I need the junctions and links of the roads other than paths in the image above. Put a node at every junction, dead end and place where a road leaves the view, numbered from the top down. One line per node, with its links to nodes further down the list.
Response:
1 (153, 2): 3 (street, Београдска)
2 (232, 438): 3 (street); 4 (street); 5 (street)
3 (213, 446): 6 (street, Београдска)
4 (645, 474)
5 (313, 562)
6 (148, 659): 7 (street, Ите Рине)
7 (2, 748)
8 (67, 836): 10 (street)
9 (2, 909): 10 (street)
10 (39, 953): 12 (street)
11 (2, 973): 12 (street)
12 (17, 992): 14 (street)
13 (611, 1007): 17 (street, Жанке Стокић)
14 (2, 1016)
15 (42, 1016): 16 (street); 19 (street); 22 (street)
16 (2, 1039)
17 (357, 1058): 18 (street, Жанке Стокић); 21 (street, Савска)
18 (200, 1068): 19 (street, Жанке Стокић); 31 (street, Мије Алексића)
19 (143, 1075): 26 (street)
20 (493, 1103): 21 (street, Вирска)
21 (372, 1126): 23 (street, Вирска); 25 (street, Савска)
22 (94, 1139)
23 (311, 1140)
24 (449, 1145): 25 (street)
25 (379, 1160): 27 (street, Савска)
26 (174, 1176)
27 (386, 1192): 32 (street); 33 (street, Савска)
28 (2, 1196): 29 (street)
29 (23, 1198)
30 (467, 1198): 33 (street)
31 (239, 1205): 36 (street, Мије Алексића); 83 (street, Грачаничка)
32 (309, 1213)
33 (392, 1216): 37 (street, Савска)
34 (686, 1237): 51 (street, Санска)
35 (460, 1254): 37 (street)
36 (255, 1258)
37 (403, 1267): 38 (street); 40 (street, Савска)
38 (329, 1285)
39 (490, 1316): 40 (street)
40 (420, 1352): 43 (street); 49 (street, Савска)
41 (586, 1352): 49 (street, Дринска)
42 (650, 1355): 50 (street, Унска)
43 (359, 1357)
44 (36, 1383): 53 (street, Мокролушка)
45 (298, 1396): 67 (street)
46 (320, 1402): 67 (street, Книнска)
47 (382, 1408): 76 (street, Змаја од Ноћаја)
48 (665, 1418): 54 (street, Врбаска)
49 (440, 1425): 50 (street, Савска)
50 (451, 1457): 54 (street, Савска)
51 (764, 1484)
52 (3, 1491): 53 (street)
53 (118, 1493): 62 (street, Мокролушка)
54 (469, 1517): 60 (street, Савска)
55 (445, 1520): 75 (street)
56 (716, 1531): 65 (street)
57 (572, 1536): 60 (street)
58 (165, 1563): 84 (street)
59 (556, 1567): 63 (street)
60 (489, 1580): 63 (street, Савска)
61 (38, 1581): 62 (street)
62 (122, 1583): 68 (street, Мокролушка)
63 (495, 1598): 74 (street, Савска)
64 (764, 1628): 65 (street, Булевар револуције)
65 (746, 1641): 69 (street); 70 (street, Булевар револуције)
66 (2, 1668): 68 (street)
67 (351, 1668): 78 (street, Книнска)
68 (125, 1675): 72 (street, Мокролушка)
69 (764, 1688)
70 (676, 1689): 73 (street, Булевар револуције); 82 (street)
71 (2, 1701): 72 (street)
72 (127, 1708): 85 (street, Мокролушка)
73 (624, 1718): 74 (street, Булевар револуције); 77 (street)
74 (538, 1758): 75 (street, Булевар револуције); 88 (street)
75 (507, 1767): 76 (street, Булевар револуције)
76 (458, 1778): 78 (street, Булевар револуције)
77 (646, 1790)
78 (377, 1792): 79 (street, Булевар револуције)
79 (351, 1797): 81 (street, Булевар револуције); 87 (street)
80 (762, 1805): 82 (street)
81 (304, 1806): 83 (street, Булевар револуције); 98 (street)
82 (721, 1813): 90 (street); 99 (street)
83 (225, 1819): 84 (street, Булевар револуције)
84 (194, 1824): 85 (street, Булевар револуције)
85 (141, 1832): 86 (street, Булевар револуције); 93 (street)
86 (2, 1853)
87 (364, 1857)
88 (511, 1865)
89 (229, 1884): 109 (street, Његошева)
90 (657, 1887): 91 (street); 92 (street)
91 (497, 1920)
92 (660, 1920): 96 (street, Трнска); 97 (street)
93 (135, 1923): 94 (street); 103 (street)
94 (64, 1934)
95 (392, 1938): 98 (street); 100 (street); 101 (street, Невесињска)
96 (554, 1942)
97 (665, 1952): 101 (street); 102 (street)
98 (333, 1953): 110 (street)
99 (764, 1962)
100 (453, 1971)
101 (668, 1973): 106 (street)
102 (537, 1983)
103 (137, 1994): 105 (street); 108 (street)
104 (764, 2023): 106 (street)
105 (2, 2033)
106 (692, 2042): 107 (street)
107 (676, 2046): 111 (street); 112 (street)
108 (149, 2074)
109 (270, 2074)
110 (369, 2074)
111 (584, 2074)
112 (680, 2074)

********************

**What is expected**
Return the whole listing, keeping every word as it is.

**Exercise solution**
I need the junctions and links of the roads other than paths in the image above. Put a node at every junction, dead end and place where a road leaves the view, numbered from the top down. One line per node, with its links to nodes further down the list.
Response:
1 (153, 2): 3 (street, Београдска)
2 (232, 438): 3 (street); 4 (street); 5 (street)
3 (213, 446): 6 (street, Београдска)
4 (645, 474)
5 (313, 562)
6 (148, 659): 7 (street, Ите Рине)
7 (2, 748)
8 (67, 836): 10 (street)
9 (2, 909): 10 (street)
10 (39, 953): 12 (street)
11 (2, 973): 12 (street)
12 (17, 992): 14 (street)
13 (611, 1007): 17 (street, Жанке Стокић)
14 (2, 1016)
15 (42, 1016): 16 (street); 19 (street); 22 (street)
16 (2, 1039)
17 (357, 1058): 18 (street, Жанке Стокић); 21 (street, Савска)
18 (200, 1068): 19 (street, Жанке Стокић); 31 (street, Мије Алексића)
19 (143, 1075): 26 (street)
20 (493, 1103): 21 (street, Вирска)
21 (372, 1126): 23 (street, Вирска); 25 (street, Савска)
22 (94, 1139)
23 (311, 1140)
24 (449, 1145): 25 (street)
25 (379, 1160): 27 (street, Савска)
26 (174, 1176)
27 (386, 1192): 32 (street); 33 (street, Савска)
28 (2, 1196): 29 (street)
29 (23, 1198)
30 (467, 1198): 33 (street)
31 (239, 1205): 36 (street, Мије Алексића); 83 (street, Грачаничка)
32 (309, 1213)
33 (392, 1216): 37 (street, Савска)
34 (686, 1237): 51 (street, Санска)
35 (460, 1254): 37 (street)
36 (255, 1258)
37 (403, 1267): 38 (street); 40 (street, Савска)
38 (329, 1285)
39 (490, 1316): 40 (street)
40 (420, 1352): 43 (street); 49 (street, Савска)
41 (586, 1352): 49 (street, Дринска)
42 (650, 1355): 50 (street, Унска)
43 (359, 1357)
44 (36, 1383): 53 (street, Мокролушка)
45 (298, 1396): 67 (street)
46 (320, 1402): 67 (street, Книнска)
47 (382, 1408): 76 (street, Змаја од Ноћаја)
48 (665, 1418): 54 (street, Врбаска)
49 (440, 1425): 50 (street, Савска)
50 (451, 1457): 54 (street, Савска)
51 (764, 1484)
52 (3, 1491): 53 (street)
53 (118, 1493): 62 (street, Мокролушка)
54 (469, 1517): 60 (street, Савска)
55 (445, 1520): 75 (street)
56 (716, 1531): 65 (street)
57 (572, 1536): 60 (street)
58 (165, 1563): 84 (street)
59 (556, 1567): 63 (street)
60 (489, 1580): 63 (street, Савска)
61 (38, 1581): 62 (street)
62 (122, 1583): 68 (street, Мокролушка)
63 (495, 1598): 74 (street, Савска)
64 (764, 1628): 65 (street, Булевар револуције)
65 (746, 1641): 69 (street); 70 (street, Булевар револуције)
66 (2, 1668): 68 (street)
67 (351, 1668): 78 (street, Книнска)
68 (125, 1675): 72 (street, Мокролушка)
69 (764, 1688)
70 (676, 1689): 73 (street, Булевар револуције); 82 (street)
71 (2, 1701): 72 (street)
72 (127, 1708): 85 (street, Мокролушка)
73 (624, 1718): 74 (street, Булевар револуције); 77 (street)
74 (538, 1758): 75 (street, Булевар револуције); 88 (street)
75 (507, 1767): 76 (street, Булевар револуције)
76 (458, 1778): 78 (street, Булевар револуције)
77 (646, 1790)
78 (377, 1792): 79 (street, Булевар револуције)
79 (351, 1797): 81 (street, Булевар револуције); 87 (street)
80 (762, 1805): 82 (street)
81 (304, 1806): 83 (street, Булевар револуције); 98 (street)
82 (721, 1813): 90 (street); 99 (street)
83 (225, 1819): 84 (street, Булевар револуције)
84 (194, 1824): 85 (street, Булевар револуције)
85 (141, 1832): 86 (street, Булевар револуције); 93 (street)
86 (2, 1853)
87 (364, 1857)
88 (511, 1865)
89 (229, 1884): 109 (street, Његошева)
90 (657, 1887): 91 (street); 92 (street)
91 (497, 1920)
92 (660, 1920): 96 (street, Трнска); 97 (street)
93 (135, 1923): 94 (street); 103 (street)
94 (64, 1934)
95 (392, 1938): 98 (street); 100 (street); 101 (street, Невесињска)
96 (554, 1942)
97 (665, 1952): 101 (street); 102 (street)
98 (333, 1953): 110 (street)
99 (764, 1962)
100 (453, 1971)
101 (668, 1973): 106 (street)
102 (537, 1983)
103 (137, 1994): 105 (street); 108 (street)
104 (764, 2023): 106 (street)
105 (2, 2033)
106 (692, 2042): 107 (street)
107 (676, 2046): 111 (street); 112 (street)
108 (149, 2074)
109 (270, 2074)
110 (369, 2074)
111 (584, 2074)
112 (680, 2074)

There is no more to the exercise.